**WHAT TO DO:** Could you reproduce all the entries under this sentence exactly, leaving the images aside?

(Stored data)
--
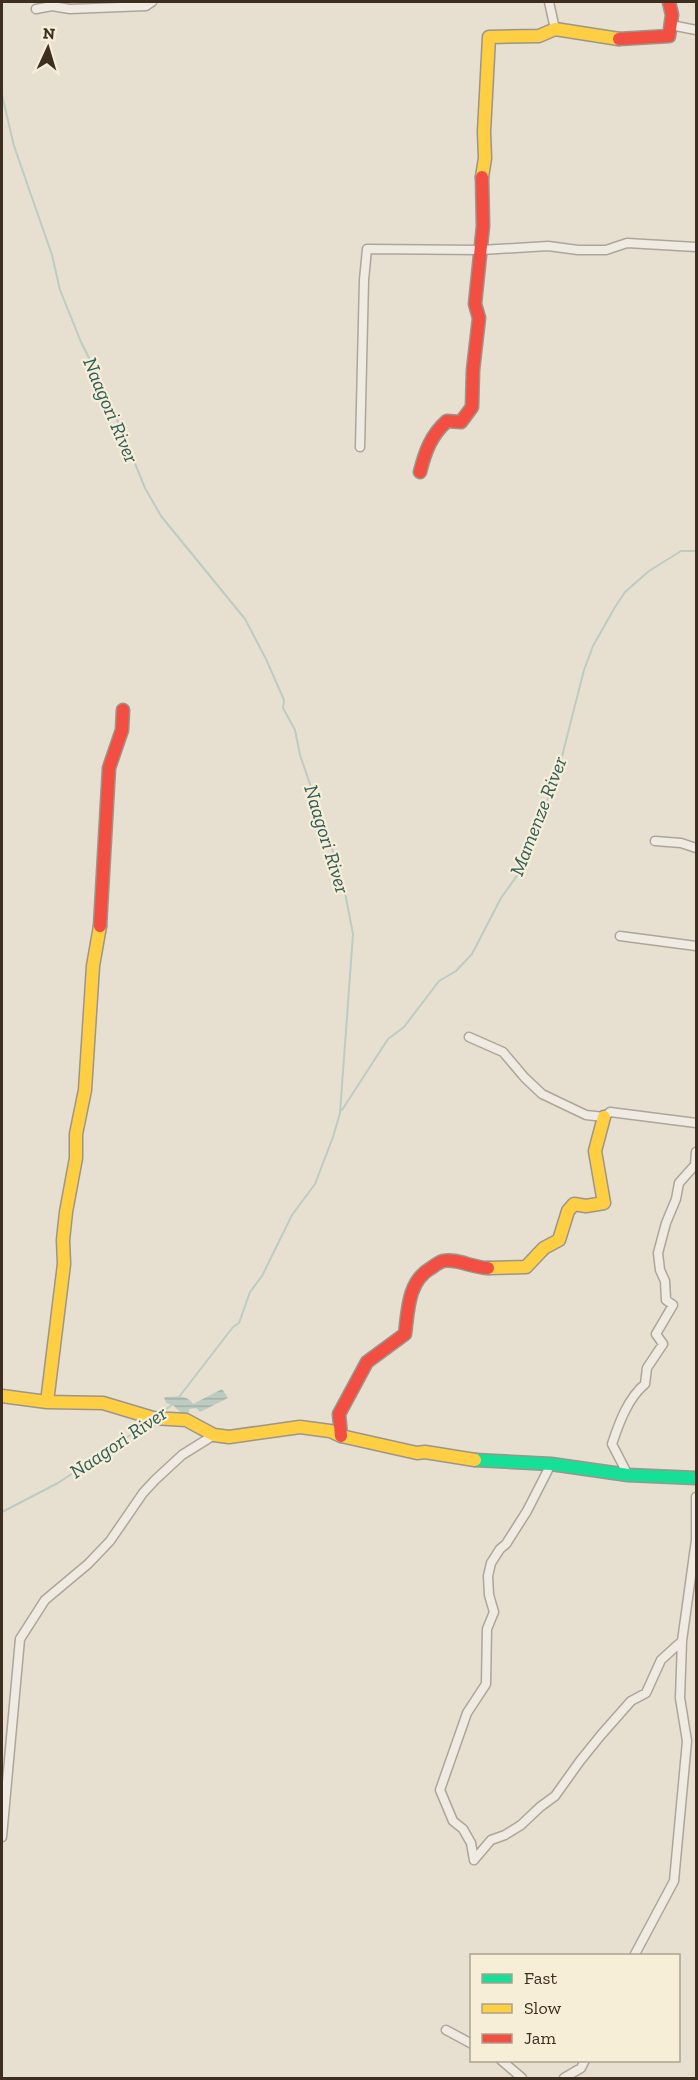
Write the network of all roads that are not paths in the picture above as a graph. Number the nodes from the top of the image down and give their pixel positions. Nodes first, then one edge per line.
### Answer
1 (152, 2) edge
2 (549, 2) edge
3 (669, 2) edge
4 (36, 9) dead end
5 (670, 25) junction
6 (555, 28) junction
7 (696, 30) edge
8 (696, 247) edge
9 (481, 250) junction
10 (360, 447) dead end
11 (420, 472) dead end
12 (123, 710) dead end
13 (656, 841) dead end
14 (696, 848) edge
15 (620, 936) dead end
16 (696, 945) edge
17 (469, 1037) dead end
18 (604, 1117) junction
19 (696, 1123) edge
20 (696, 1152) edge
21 (2, 1396) edge
22 (47, 1402) junction
23 (214, 1435) junction
24 (341, 1436) junction
25 (551, 1464) junction
26 (628, 1475) junction
27 (696, 1478) edge
28 (696, 1497) edge
29 (682, 1641) junction
30 (2, 1837) edge
31 (635, 1954) edge
32 (446, 2030) dead end
33 (470, 2043) edge
34 (502, 2062) edge
35 (584, 2062) edge
36 (522, 2079) edge
37 (564, 2079) edge

1 - 4 street
2 - 6 street
3 - 5 street
5 - 6 street
5 - 7 street
6 - 9 street
8 - 9 street
9 - 10 street
9 - 11 street
12 - 22 street
13 - 14 street
15 - 16 street
17 - 18 street
18 - 19 street
18 - 24 street
20 - 26 street
21 - 22 street
22 - 23 street
23 - 24 street
23 - 30 street
24 - 25 street
25 - 26 street
25 - 29 street
26 - 27 street
28 - 29 street
29 - 31 street
32 - 33 street
34 - 36 street
35 - 37 street

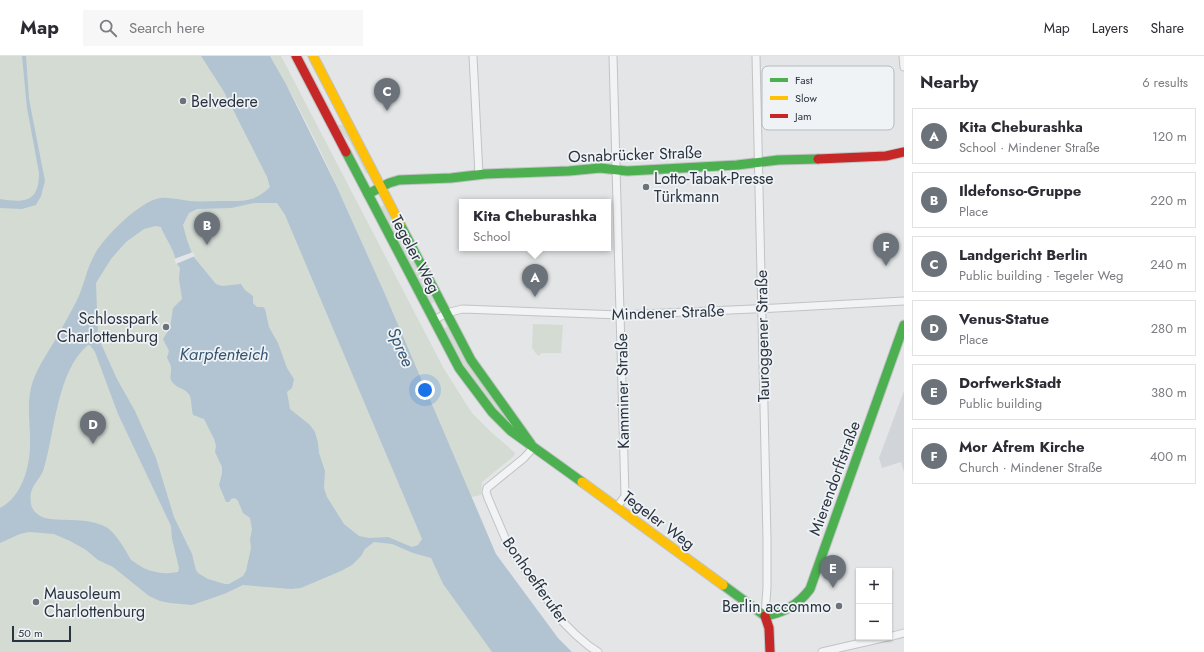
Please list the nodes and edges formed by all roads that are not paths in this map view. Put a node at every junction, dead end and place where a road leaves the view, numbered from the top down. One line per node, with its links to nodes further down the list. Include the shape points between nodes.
1 (296, 56): 13 (main road, Tegeler Weg)
2 (313, 56): 12 (main road, Tegeler Weg)
3 (473, 56): 11 (street)
4 (613, 56): 10 (street, Kamminer Straße)
5 (756, 56): 9 (street, Tauroggener Straße)
6 (903, 56): 7 (street)
7 (904, 68)
8 (904, 152): 9 (main road, Osnabrücker Straße, via 886,156)
9 (758, 162): 10 (main road, Osnabrücker Straße, via 634,171); 15 (street, Tauroggener Straße)
10 (616, 169): 11 (main road, Osnabrücker Straße); 17 (street, Kamminer Straße)
11 (479, 175): 12 (main road, Osnabrücker Straße, via 399,180)
12 (381, 187): 13 (main road, Osnabrücker Straße); 16 (main road, Tegeler Weg)
13 (368, 194): 18 (main road, Tegeler Weg)
14 (904, 301): 15 (street, Mindener Straße)
15 (761, 309): 17 (street, Mindener Straße); 22 (street, Tauroggener Straße, via 767,587)
16 (447, 314): 17 (street, Mindener Straße, via 462,310); 18 (street, Mindener Straße); 20 (main road, Tegeler Weg, via 471,360)
17 (620, 315): 21 (street, Kamminer Straße, via 624,496)
18 (434, 320): 20 (main road, Tegeler Weg, via 459,368 483,401 504,426)
19 (904, 325): 22 (main road, Mierendorffstraße, via 810,589 798,604 781,613)
20 (534, 447): 21 (main road, Tegeler Weg); 26 (street, Bonhoefferufer, via 486,492 508,547 563,622)
21 (617, 507): 22 (main road, Tegeler Weg)
22 (765, 616): 27 (main road, via 769,628)
23 (904, 633): 24 (street)
24 (892, 636)
25 (875, 640): 28 (street)
26 (598, 652)
27 (770, 652)
28 (822, 652)

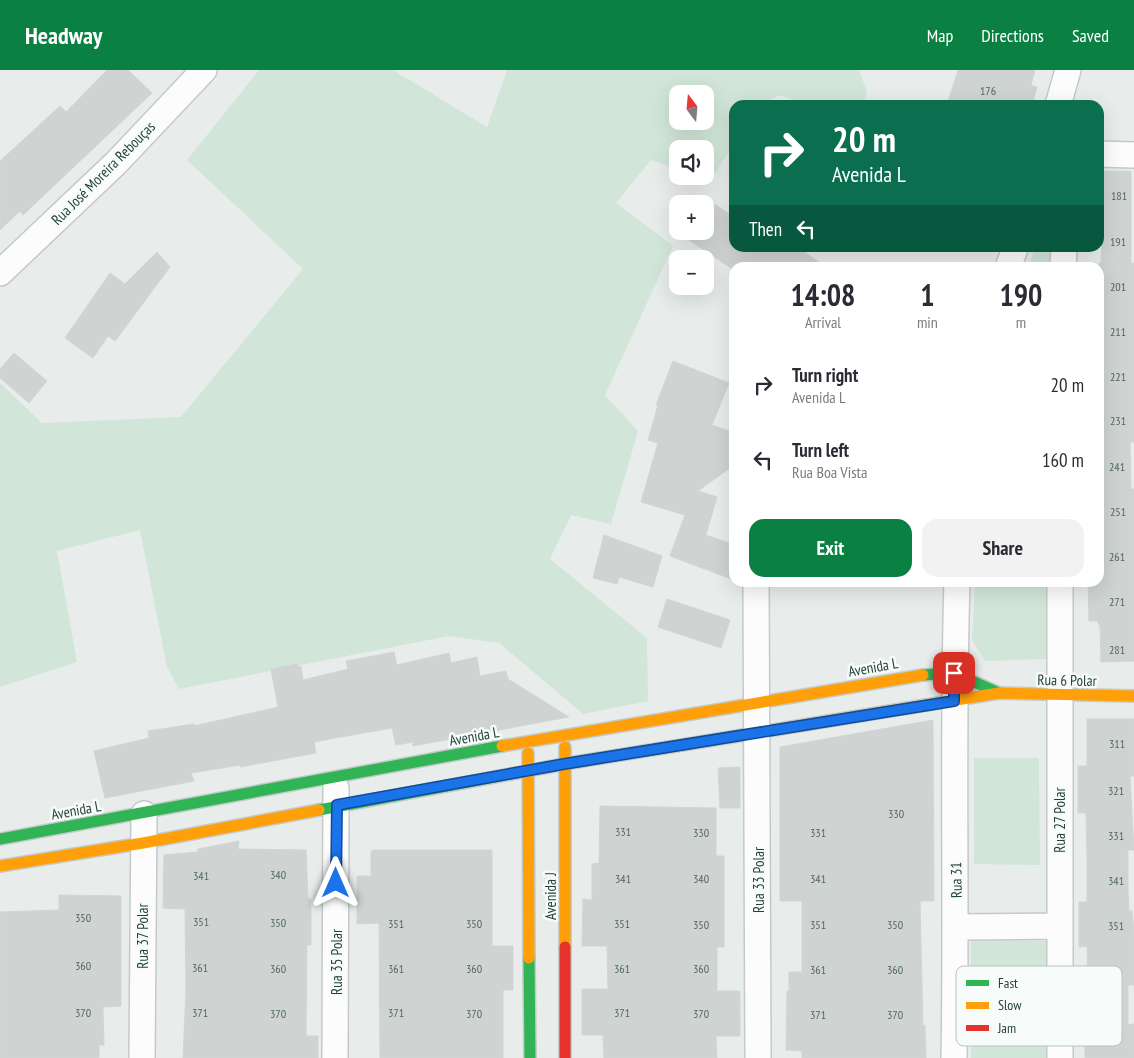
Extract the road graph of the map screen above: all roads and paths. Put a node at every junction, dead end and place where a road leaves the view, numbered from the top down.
1 (204, 70) edge
2 (1068, 70) edge
3 (1059, 100) edge
4 (1104, 154) edge
5 (1134, 155) edge
6 (0, 273) edge
7 (756, 587) edge
8 (957, 587) edge
9 (1060, 587) edge
10 (954, 673) junction
11 (998, 693) junction
12 (1058, 696) junction
13 (1134, 696) edge
14 (954, 701) junction
15 (757, 703) junction
16 (565, 734) junction
17 (758, 734) junction
18 (528, 742) junction
19 (564, 764) junction
20 (529, 771) junction
21 (335, 777) junction
22 (337, 805) junction
23 (144, 814) junction
24 (0, 839) edge
25 (143, 843) junction
26 (0, 866) edge
27 (1058, 926) junction
28 (956, 927) junction
29 (1059, 966) edge
30 (142, 1058) edge
31 (335, 1058) edge
32 (530, 1058) edge
33 (565, 1058) edge
34 (758, 1058) edge
35 (954, 1058) edge

1 - 6 street, Rua José Moreira Rebouças
2 - 3 street
4 - 5 street
7 - 15 street, Rua 33 Polar
8 - 10 street, Rua 31
9 - 12 street, Rua 27 Polar
10 - 11 street, Rua 6 Polar
10 - 14 street, Rua 31
10 - 15 street, Avenida L
11 - 12 street, Rua 6 Polar
11 - 14 street, Rua 6 Polar
12 - 13 street, Rua 6 Polar
12 - 27 street, Rua 27 Polar
14 - 17 street
14 - 28 street, Rua 31
15 - 16 street, Avenida L
15 - 17 street, Rua 33 Polar
16 - 18 street, Avenida L
16 - 19 street, Avenida J
17 - 19 street
17 - 34 street, Rua 33 Polar
18 - 20 street, Avenida J
18 - 21 street, Avenida L
19 - 20 street
19 - 33 street, Avenida J
20 - 22 street
20 - 32 street, Avenida J
21 - 22 street, Rua 35 Polar
21 - 23 street, Avenida L
22 - 25 street
22 - 31 street, Rua 35 Polar
23 - 24 street, Avenida L
23 - 25 street, Rua 37 Polar
25 - 26 street
25 - 30 street, Rua 37 Polar
27 - 28 street
27 - 29 street, Rua 27 Polar
28 - 35 street, Rua 31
--
**COMPLETED TASK:**
Write the network of all roads that are not paths in the picture above as a graph. Number the nodes from the top of the image down and give their pixel positions. Nodes first, then one edge per line.
### Answer
1 (152, 2) edge
2 (549, 2) edge
3 (669, 2) edge
4 (36, 9) dead end
5 (670, 25) junction
6 (555, 28) junction
7 (696, 30) edge
8 (696, 247) edge
9 (481, 250) junction
10 (360, 447) dead end
11 (420, 472) dead end
12 (123, 710) dead end
13 (656, 841) dead end
14 (696, 848) edge
15 (620, 936) dead end
16 (696, 945) edge
17 (469, 1037) dead end
18 (604, 1117) junction
19 (696, 1123) edge
20 (696, 1152) edge
21 (2, 1396) edge
22 (47, 1402) junction
23 (214, 1435) junction
24 (341, 1436) junction
25 (551, 1464) junction
26 (628, 1475) junction
27 (696, 1478) edge
28 (696, 1497) edge
29 (682, 1641) junction
30 (2, 1837) edge
31 (635, 1954) edge
32 (446, 2030) dead end
33 (470, 2043) edge
34 (502, 2062) edge
35 (584, 2062) edge
36 (522, 2079) edge
37 (564, 2079) edge

1 - 4 street
2 - 6 street
3 - 5 street
5 - 6 street
5 - 7 street
6 - 9 street
8 - 9 street
9 - 10 street
9 - 11 street
12 - 22 street
13 - 14 street
15 - 16 street
17 - 18 street
18 - 19 street
18 - 24 street
20 - 26 street
21 - 22 street
22 - 23 street
23 - 24 street
23 - 30 street
24 - 25 street
25 - 26 street
25 - 29 street
26 - 27 street
28 - 29 street
29 - 31 street
32 - 33 street
34 - 36 street
35 - 37 street

Please list the nodes and edges formed by all roads that are not paths in this map view. Put a node at every junction, dead end and place where a road leaves the view, numbered from the top down. One line per node, with its links to nodes further down the list. Include the shape points between nodes.
1 (296, 56): 13 (main road, Tegeler Weg)
2 (313, 56): 12 (main road, Tegeler Weg)
3 (473, 56): 11 (street)
4 (613, 56): 10 (street, Kamminer Straße)
5 (756, 56): 9 (street, Tauroggener Straße)
6 (903, 56): 7 (street)
7 (904, 68)
8 (904, 152): 9 (main road, Osnabrücker Straße, via 886,156)
9 (758, 162): 10 (main road, Osnabrücker Straße, via 634,171); 15 (street, Tauroggener Straße)
10 (616, 169): 11 (main road, Osnabrücker Straße); 17 (street, Kamminer Straße)
11 (479, 175): 12 (main road, Osnabrücker Straße, via 399,180)
12 (381, 187): 13 (main road, Osnabrücker Straße); 16 (main road, Tegeler Weg)
13 (368, 194): 18 (main road, Tegeler Weg)
14 (904, 301): 15 (street, Mindener Straße)
15 (761, 309): 17 (street, Mindener Straße); 22 (street, Tauroggener Straße, via 767,587)
16 (447, 314): 17 (street, Mindener Straße, via 462,310); 18 (street, Mindener Straße); 20 (main road, Tegeler Weg, via 471,360)
17 (620, 315): 21 (street, Kamminer Straße, via 624,496)
18 (434, 320): 20 (main road, Tegeler Weg, via 459,368 483,401 504,426)
19 (904, 325): 22 (main road, Mierendorffstraße, via 810,589 798,604 781,613)
20 (534, 447): 21 (main road, Tegeler Weg); 26 (street, Bonhoefferufer, via 486,492 508,547 563,622)
21 (617, 507): 22 (main road, Tegeler Weg)
22 (765, 616): 27 (main road, via 769,628)
23 (904, 633): 24 (street)
24 (892, 636)
25 (875, 640): 28 (street)
26 (598, 652)
27 (770, 652)
28 (822, 652)

Extract the road graph of the map screen above: all roads and paths. Put a node at every junction, dead end and place where a road leaves the view, numbered from the top down.
1 (204, 70) edge
2 (1068, 70) edge
3 (1059, 100) edge
4 (1104, 154) edge
5 (1134, 155) edge
6 (0, 273) edge
7 (756, 587) edge
8 (957, 587) edge
9 (1060, 587) edge
10 (954, 673) junction
11 (998, 693) junction
12 (1058, 696) junction
13 (1134, 696) edge
14 (954, 701) junction
15 (757, 703) junction
16 (565, 734) junction
17 (758, 734) junction
18 (528, 742) junction
19 (564, 764) junction
20 (529, 771) junction
21 (335, 777) junction
22 (337, 805) junction
23 (144, 814) junction
24 (0, 839) edge
25 (143, 843) junction
26 (0, 866) edge
27 (1058, 926) junction
28 (956, 927) junction
29 (1059, 966) edge
30 (142, 1058) edge
31 (335, 1058) edge
32 (530, 1058) edge
33 (565, 1058) edge
34 (758, 1058) edge
35 (954, 1058) edge

1 - 6 street, Rua José Moreira Rebouças
2 - 3 street
4 - 5 street
7 - 15 street, Rua 33 Polar
8 - 10 street, Rua 31
9 - 12 street, Rua 27 Polar
10 - 11 street, Rua 6 Polar
10 - 14 street, Rua 31
10 - 15 street, Avenida L
11 - 12 street, Rua 6 Polar
11 - 14 street, Rua 6 Polar
12 - 13 street, Rua 6 Polar
12 - 27 street, Rua 27 Polar
14 - 17 street
14 - 28 street, Rua 31
15 - 16 street, Avenida L
15 - 17 street, Rua 33 Polar
16 - 18 street, Avenida L
16 - 19 street, Avenida J
17 - 19 street
17 - 34 street, Rua 33 Polar
18 - 20 street, Avenida J
18 - 21 street, Avenida L
19 - 20 street
19 - 33 street, Avenida J
20 - 22 street
20 - 32 street, Avenida J
21 - 22 street, Rua 35 Polar
21 - 23 street, Avenida L
22 - 25 street
22 - 31 street, Rua 35 Polar
23 - 24 street, Avenida L
23 - 25 street, Rua 37 Polar
25 - 26 street
25 - 30 street, Rua 37 Polar
27 - 28 street
27 - 29 street, Rua 27 Polar
28 - 35 street, Rua 31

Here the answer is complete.